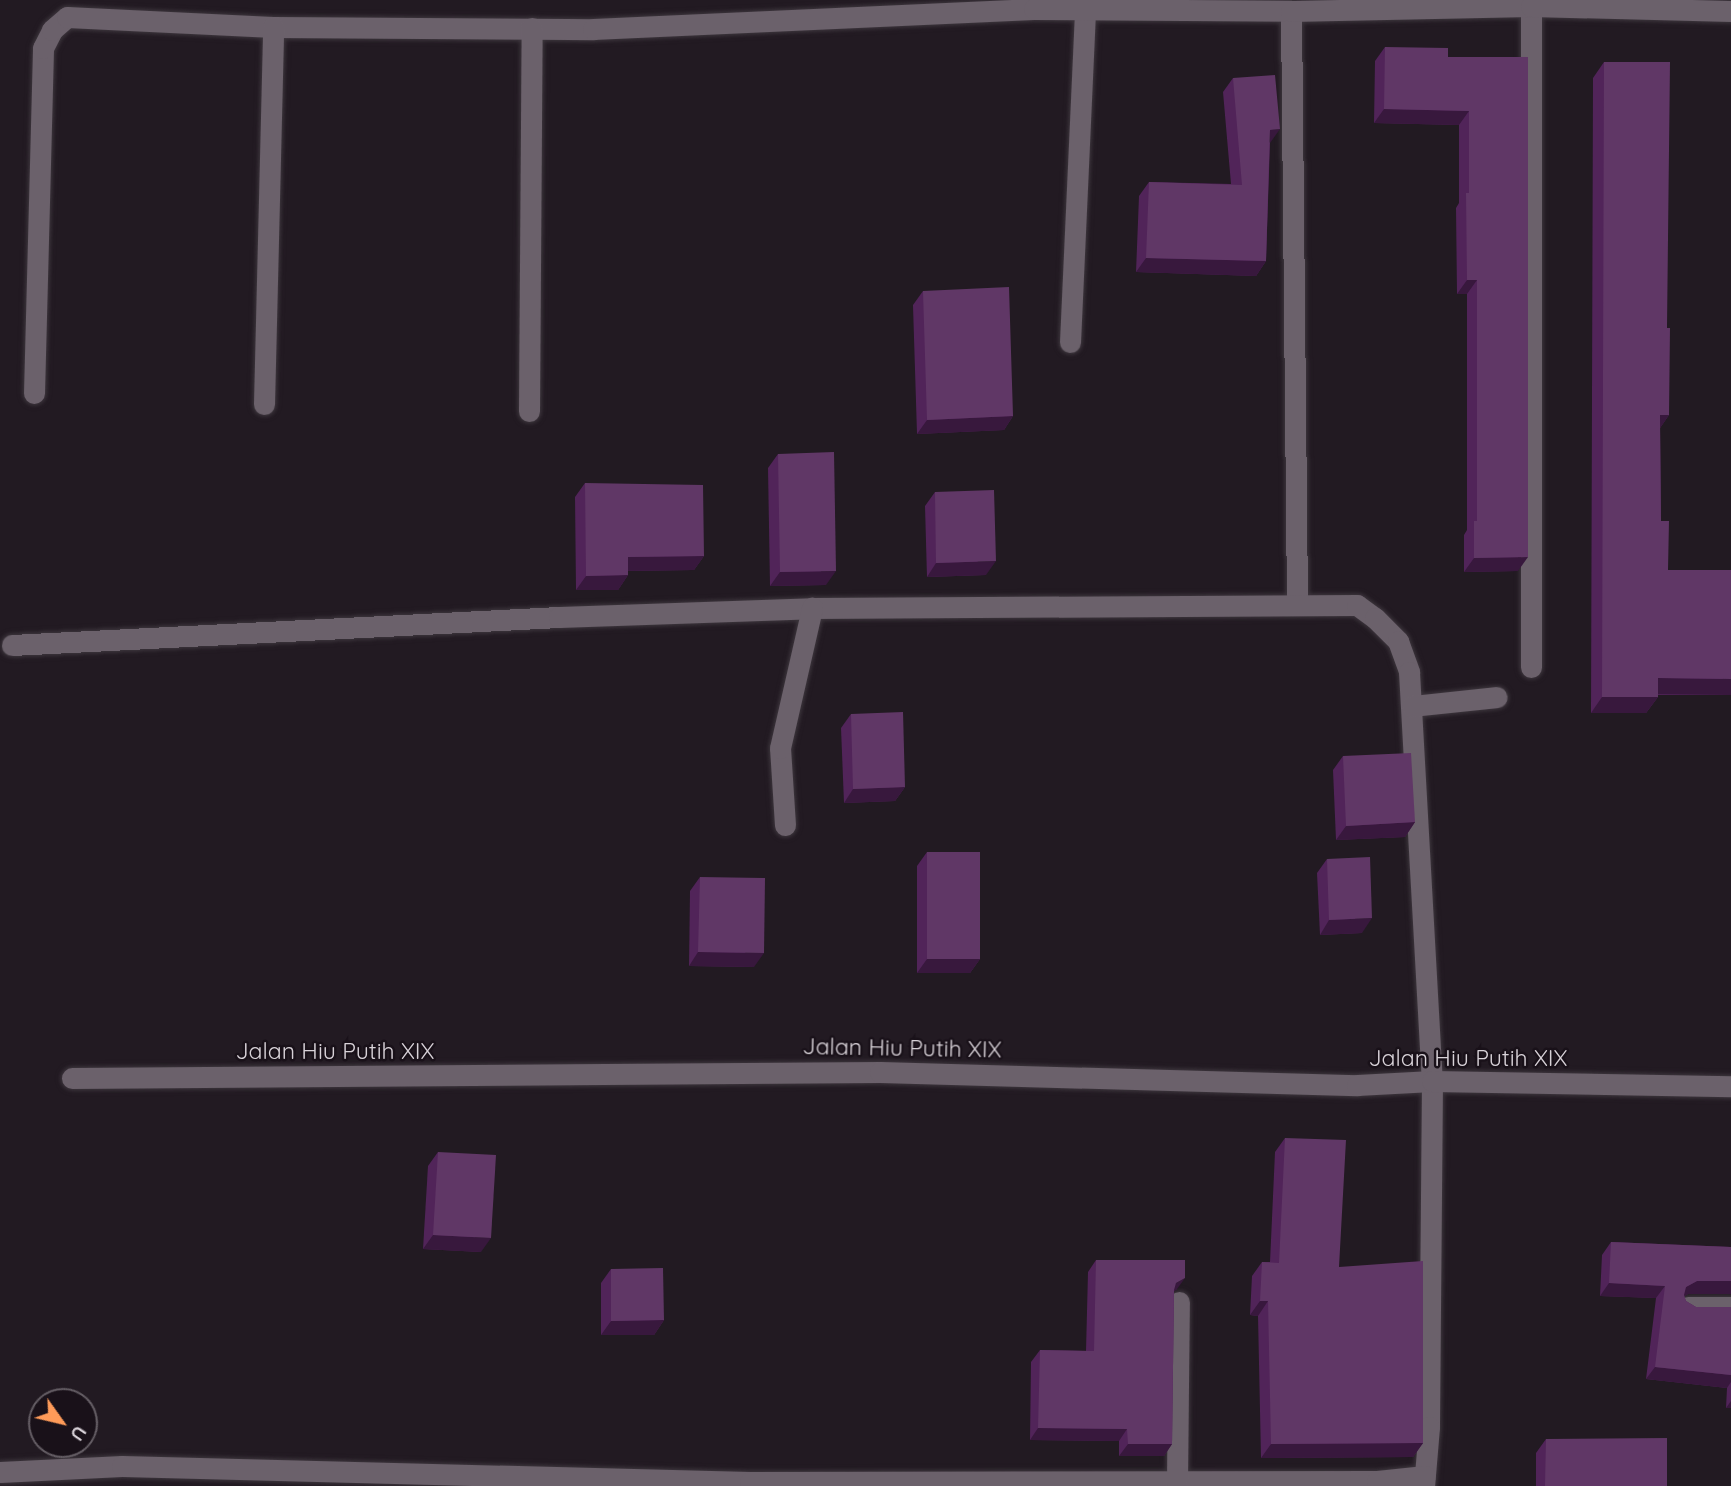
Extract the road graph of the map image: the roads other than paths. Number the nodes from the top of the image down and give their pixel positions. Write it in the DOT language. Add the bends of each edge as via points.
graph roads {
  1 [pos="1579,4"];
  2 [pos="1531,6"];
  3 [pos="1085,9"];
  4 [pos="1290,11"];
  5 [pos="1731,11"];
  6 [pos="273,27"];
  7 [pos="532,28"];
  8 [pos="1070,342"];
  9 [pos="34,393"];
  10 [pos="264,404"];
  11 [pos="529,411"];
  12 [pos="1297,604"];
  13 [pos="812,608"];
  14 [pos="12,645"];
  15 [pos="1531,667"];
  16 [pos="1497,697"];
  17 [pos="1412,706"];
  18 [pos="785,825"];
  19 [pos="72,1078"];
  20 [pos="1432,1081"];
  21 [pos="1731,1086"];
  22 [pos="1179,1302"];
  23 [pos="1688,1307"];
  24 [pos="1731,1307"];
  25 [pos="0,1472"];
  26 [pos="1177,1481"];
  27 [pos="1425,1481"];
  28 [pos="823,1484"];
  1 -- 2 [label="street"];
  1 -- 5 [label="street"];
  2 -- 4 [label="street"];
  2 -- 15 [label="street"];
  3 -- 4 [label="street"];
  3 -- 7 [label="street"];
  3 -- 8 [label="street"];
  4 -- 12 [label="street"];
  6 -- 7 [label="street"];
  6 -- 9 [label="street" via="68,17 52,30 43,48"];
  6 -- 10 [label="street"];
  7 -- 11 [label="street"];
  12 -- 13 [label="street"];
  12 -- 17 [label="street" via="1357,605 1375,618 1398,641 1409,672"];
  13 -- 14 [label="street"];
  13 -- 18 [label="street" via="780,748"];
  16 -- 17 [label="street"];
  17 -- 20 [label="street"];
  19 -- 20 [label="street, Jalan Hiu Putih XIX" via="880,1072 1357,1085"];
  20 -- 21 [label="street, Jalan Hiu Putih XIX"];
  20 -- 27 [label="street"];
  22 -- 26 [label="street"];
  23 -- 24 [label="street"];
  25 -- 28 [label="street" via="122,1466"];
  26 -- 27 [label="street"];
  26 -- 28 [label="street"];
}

## What the exercise asks
Note how many lines in the material contain the string "Putih", and give that number alone.

## Answer to this problem
2